We also saw to determine if we could correlate at least the most severe incidents to any particular hardware vendor. During our investigation, it became clear that our newly encountered OS problems were happening across the different generations of machine and networking cards. Upon investigation, we could not trace the faulty behaviour to any specific software, firmware or hardware combination.

Diving deeper

While our investigations and new tool development took place, we also had to investigate the possibility of a non-hardware-related issue with the Linux kernel.

As pointed out above, right at the start of the investigation, we identified an issue with Linux system calls while reading and writing to the network. We decided that we needed to understand what exactly Linux was doing while handling our IO requests.
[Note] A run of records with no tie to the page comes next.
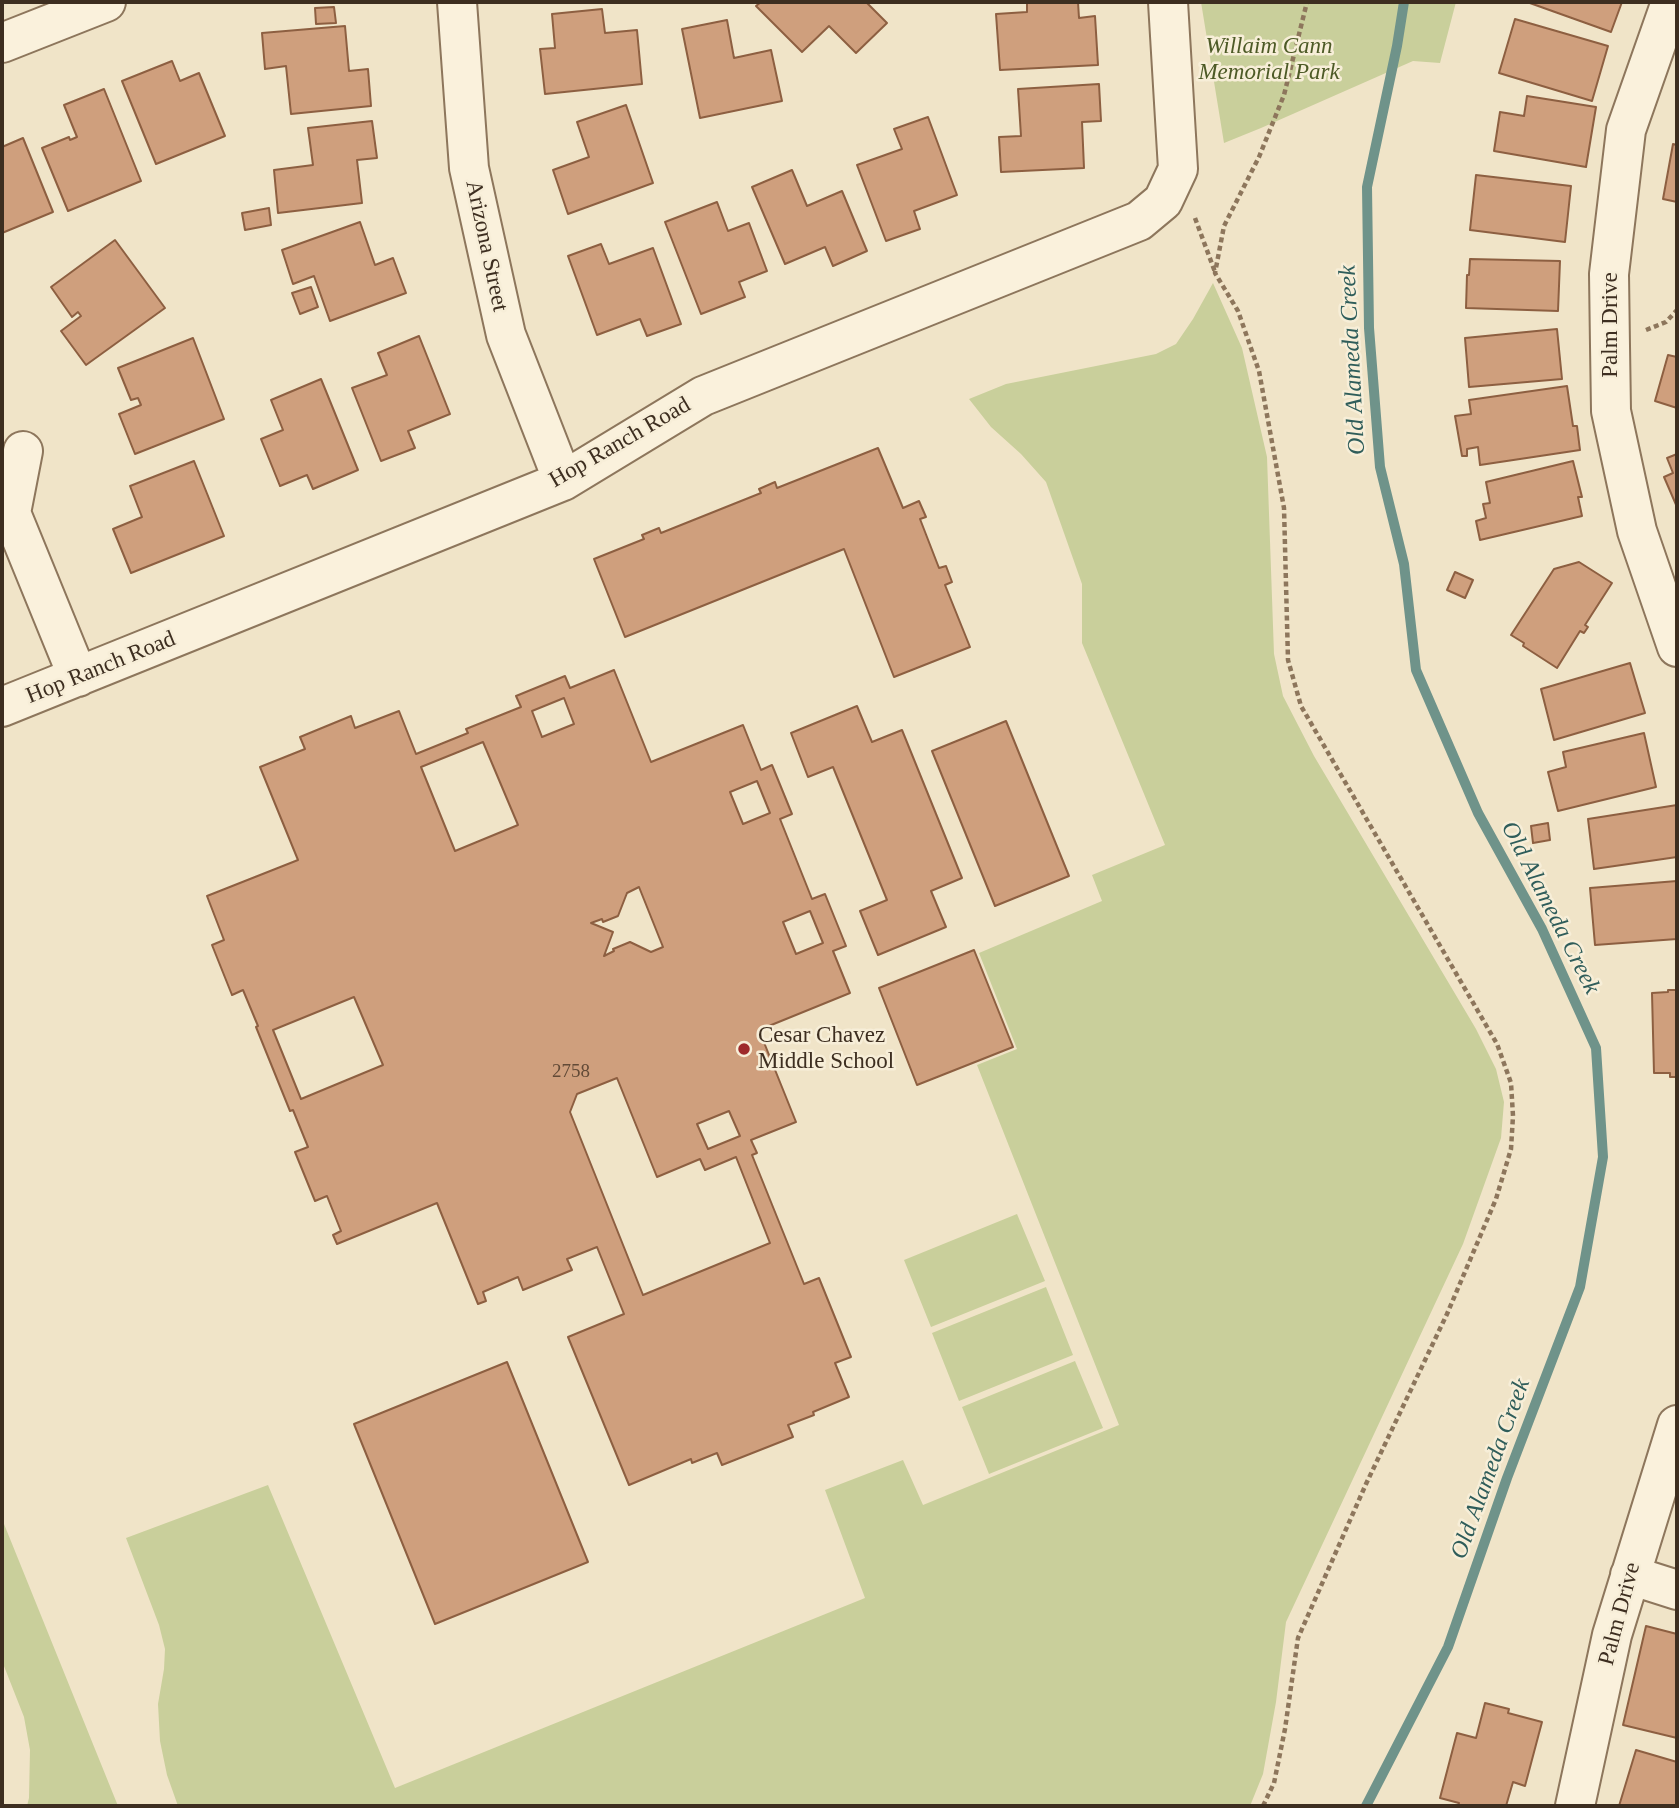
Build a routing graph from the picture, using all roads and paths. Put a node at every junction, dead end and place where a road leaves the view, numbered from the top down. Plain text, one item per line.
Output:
1 (106, 2) edge
2 (457, 2) edge
3 (1168, 2) edge
4 (1307, 2) edge
5 (1671, 2) edge
6 (2, 43) edge
7 (23, 451) dead end
8 (563, 481) junction
9 (1677, 647) edge
10 (78, 677) junction
11 (2, 707) edge
12 (1677, 1425) edge
13 (1630, 1575) junction
14 (1677, 1590) edge
15 (1263, 1806) edge
16 (1575, 1806) edge

1 - 6 street
2 - 8 street, Arizona Street
3 - 8 street, Hop Ranch Road
4 - 15 path
5 - 9 street, Palm Drive
7 - 10 street
8 - 10 street, Hop Ranch Road
10 - 11 street, Hop Ranch Road
12 - 13 street, Palm Drive
13 - 14 street
13 - 16 street, Palm Drive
If we could see pauses while writing to or reading from network cards, it would confirm a possible driver issue; otherwise, it should give us food for thought and allow us to move forward.

So the team turned to the ‘perf’ tool to investigate why system calls took so long to return.

Due to initial unfamiliarity with the ‘perf’ tool, we went straight to the interface provided by debugfs and used by ‘perf’ for this purpose. Once understood, acquiring the data we wanted could not have been simpler:

				
					echo "function_graph" >  /sys/kernel/debug/tracing/current_tracer
echo 1 >  /sys/kernel/debug/tracing/tracing_on
cat /sys/kernel/debug/tracing/trace > trace

				
			

While our worries eventually proved unwarranted, the data initially made us wonder if we were monitoring contention within the tracer code. So, we limited the monitoring to only one core to limit the likelihood of going down a false track:

				
					echo "00000000,00000000,01000000" > /sys/kernel/debug/tracing/tracing_cpumask

				
			

This command provided us with a very detailed trace of precisely what was going on, along with high-resolution timing information showing how long everything was taking. It was perfect, or almost perfect, since enabling the tracer saw CPU usage jump, and we could not accurately collect data from a machine exhibiting the problem. Still, the data gathered was enough to identify a specific issue conclusively.

Our analysis focused on the kernel function do_syscall_64, used by the IO calls. The data indicated that most calls returned within a perfectly reasonable time but that some calls inexplicably took 10s to 100s of milliseconds, matching what we’d already observed with the output of ‘perf’.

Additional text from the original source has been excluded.